Diversion to Substance Abuse Treatment
One of the most important features of the Drug Law Reform Act is the expansion of opportunities for judicial diversion of addicted drug offenders to substance abuse treatment programs instead of prison. The Act would permit judicial diversion to treatment of most persons charged with drug sales or possession offenses. It excludes from diversion elegibility those charged with Class-A offenses and those who have a prior violent felony at some point in their past. We believe the purposes of the Act would be better served if those two exclusions were removed and judges had the authority to divert any substance abusing drug offender to treatment whenever they believe such diversion would serve the interests of public safety and justice.

While we believe expanding diversion to substance abuse treatment is a notable improvement over the current reliance on imprisonment, such diversion does not end the potential for excessive prison sentences. If the court determines an offender has failed the substance abuse treatment program or otherwise violated the terms of the court's diversion order, the offender faces mandatory sentencing regardless of whether those sentences would be fair and proportionate to his or her particular conduct.
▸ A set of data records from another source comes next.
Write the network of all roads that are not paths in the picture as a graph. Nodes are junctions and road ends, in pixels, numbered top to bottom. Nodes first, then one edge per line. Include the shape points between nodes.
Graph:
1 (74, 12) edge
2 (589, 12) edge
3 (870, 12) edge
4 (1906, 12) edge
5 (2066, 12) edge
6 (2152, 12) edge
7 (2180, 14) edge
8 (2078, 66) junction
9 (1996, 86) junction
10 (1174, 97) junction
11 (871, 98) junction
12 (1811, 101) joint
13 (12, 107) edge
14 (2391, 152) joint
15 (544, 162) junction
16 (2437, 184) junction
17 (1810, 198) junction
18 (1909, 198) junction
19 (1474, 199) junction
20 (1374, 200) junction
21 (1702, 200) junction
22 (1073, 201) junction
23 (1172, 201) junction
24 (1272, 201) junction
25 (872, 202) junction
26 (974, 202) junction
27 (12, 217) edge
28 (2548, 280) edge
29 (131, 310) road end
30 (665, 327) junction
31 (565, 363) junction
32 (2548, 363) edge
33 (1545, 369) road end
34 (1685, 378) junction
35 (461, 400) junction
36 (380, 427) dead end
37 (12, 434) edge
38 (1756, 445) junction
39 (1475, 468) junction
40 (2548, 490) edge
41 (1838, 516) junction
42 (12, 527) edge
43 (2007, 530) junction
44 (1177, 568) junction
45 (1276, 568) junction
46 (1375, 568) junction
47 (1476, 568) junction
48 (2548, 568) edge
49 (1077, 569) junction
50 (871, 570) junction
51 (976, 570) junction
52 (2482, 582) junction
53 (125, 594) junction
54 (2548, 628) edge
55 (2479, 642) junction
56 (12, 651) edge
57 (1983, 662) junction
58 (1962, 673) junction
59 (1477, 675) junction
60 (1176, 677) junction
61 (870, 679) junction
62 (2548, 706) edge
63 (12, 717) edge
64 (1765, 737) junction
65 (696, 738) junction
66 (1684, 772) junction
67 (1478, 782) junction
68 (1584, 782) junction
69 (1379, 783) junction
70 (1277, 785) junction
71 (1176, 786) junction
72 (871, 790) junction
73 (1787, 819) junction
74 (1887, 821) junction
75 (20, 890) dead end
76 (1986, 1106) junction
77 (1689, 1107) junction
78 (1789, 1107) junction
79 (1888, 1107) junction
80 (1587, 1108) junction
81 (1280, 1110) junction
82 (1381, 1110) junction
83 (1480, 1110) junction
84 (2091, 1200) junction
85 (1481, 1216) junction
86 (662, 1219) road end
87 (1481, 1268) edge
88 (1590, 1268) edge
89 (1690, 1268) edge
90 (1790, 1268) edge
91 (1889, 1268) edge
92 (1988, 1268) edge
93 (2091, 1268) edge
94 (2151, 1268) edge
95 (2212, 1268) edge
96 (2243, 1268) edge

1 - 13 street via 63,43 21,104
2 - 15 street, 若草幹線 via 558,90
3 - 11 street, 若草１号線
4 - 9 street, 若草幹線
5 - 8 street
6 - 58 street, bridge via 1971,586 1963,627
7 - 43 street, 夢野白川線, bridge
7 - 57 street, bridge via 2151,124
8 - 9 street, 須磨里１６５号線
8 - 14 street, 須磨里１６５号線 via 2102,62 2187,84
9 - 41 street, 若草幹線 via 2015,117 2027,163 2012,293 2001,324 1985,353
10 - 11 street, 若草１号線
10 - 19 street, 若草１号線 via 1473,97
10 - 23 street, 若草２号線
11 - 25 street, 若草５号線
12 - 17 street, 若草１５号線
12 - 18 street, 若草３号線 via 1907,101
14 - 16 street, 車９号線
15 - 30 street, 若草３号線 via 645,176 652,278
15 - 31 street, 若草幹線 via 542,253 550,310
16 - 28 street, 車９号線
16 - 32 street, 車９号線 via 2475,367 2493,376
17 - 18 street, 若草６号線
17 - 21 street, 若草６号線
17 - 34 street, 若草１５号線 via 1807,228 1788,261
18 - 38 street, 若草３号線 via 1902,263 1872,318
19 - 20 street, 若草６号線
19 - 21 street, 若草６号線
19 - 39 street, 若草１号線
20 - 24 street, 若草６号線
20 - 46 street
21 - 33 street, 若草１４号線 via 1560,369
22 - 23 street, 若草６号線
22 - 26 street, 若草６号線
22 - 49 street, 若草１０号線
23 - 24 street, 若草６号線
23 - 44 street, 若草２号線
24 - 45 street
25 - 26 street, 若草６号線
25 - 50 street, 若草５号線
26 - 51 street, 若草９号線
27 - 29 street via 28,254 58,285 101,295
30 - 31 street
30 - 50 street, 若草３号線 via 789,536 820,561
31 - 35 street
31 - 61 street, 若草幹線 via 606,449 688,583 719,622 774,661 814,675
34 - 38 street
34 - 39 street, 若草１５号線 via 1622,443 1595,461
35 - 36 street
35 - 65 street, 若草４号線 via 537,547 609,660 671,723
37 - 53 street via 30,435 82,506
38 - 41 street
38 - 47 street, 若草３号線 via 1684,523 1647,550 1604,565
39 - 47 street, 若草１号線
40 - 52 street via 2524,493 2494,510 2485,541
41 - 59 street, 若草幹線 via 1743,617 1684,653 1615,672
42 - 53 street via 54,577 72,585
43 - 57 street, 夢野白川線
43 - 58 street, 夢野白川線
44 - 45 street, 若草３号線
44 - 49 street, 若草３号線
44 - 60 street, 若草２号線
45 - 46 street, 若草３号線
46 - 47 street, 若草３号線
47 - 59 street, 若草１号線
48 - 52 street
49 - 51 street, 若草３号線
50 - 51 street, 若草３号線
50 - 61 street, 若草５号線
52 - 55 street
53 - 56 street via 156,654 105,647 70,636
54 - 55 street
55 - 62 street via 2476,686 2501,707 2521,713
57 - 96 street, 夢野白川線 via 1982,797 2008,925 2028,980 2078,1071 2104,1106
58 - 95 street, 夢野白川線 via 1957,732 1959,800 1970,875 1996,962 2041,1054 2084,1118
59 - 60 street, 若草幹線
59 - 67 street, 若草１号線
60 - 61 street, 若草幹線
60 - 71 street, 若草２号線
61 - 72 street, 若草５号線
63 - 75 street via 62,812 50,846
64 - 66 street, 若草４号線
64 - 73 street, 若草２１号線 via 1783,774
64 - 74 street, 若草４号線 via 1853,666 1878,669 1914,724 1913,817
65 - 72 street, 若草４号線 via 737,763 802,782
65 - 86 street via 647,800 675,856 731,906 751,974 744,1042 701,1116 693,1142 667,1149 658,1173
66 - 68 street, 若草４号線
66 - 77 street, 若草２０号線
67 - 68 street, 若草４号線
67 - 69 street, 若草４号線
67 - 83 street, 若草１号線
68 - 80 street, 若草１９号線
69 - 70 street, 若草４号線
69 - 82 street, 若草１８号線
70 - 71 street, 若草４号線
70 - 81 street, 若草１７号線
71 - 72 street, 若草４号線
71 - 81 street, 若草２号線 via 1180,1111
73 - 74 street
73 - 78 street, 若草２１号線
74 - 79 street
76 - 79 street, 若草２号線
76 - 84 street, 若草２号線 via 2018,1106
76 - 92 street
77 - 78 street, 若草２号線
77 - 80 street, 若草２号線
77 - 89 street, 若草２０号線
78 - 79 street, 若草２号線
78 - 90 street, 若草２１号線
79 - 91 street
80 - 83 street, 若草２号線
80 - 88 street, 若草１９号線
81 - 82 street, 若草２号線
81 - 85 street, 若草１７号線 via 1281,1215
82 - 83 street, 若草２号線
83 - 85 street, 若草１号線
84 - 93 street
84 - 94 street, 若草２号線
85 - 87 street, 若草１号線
The Act currently mandates prison sentences for Class B and second felony offenders, unless they qualify for diversion to substance abuse treatment programs. We believe the Act should be amended to permit judges to sentence non-addicted offenders to community-based alternatives to incarceration. Consistent with the principle that prison should be reserved for the most dangerous offenders, low-level drug offenders, whether first or second felony offenders, should be held accountable and their rehabilitation encouraged through non-incarcerative sentences to the greatest extent possible.

Retroactivity
We endorse the provisions of the Act that would permit many convicted offenders serving indeterminate prison sentences to apply for re-sentencing. This provision will have the salutary effect of making certain aspects of the Act retroactive as a practical matter. Enabling offenders currently serving disproportionately harsh sentences to obtain sentence reductions, this provision will make their punishment consistent with that given to offenders sentenced in the future.

Exclusion from Act's Sentencing Provisions
There is no justification for the blanket exclusion of persons with prior violent felonies from the option of substance abuse diversion, reduced sentences and re-sentencing provisions. The exclusion applies regardless of the nature and circumstances of the prior felony, its circumstances and the length of time between the current offense and the prior one. If, for example, a person commits a Class A-I felony by carrying a package containing the requisite weight of drugs and is a first offender, his or her lowest possible sentence would be five to fifteen years. But if that person had a felony assault conviction stemming from a bar-room brawl twenty years earlier, the minimum sentence would have to be fifteen years to life. The extraordinary increase in sentence for the current drug offense cannot reasonably be justified on the basis of that long ago previous crime.

The exclusion from the Act's sentencing reforms of people with prior violent felonies appears to have been included for purely political reasons. It makes no contribution to public safety or other legitimate criminal justice goals.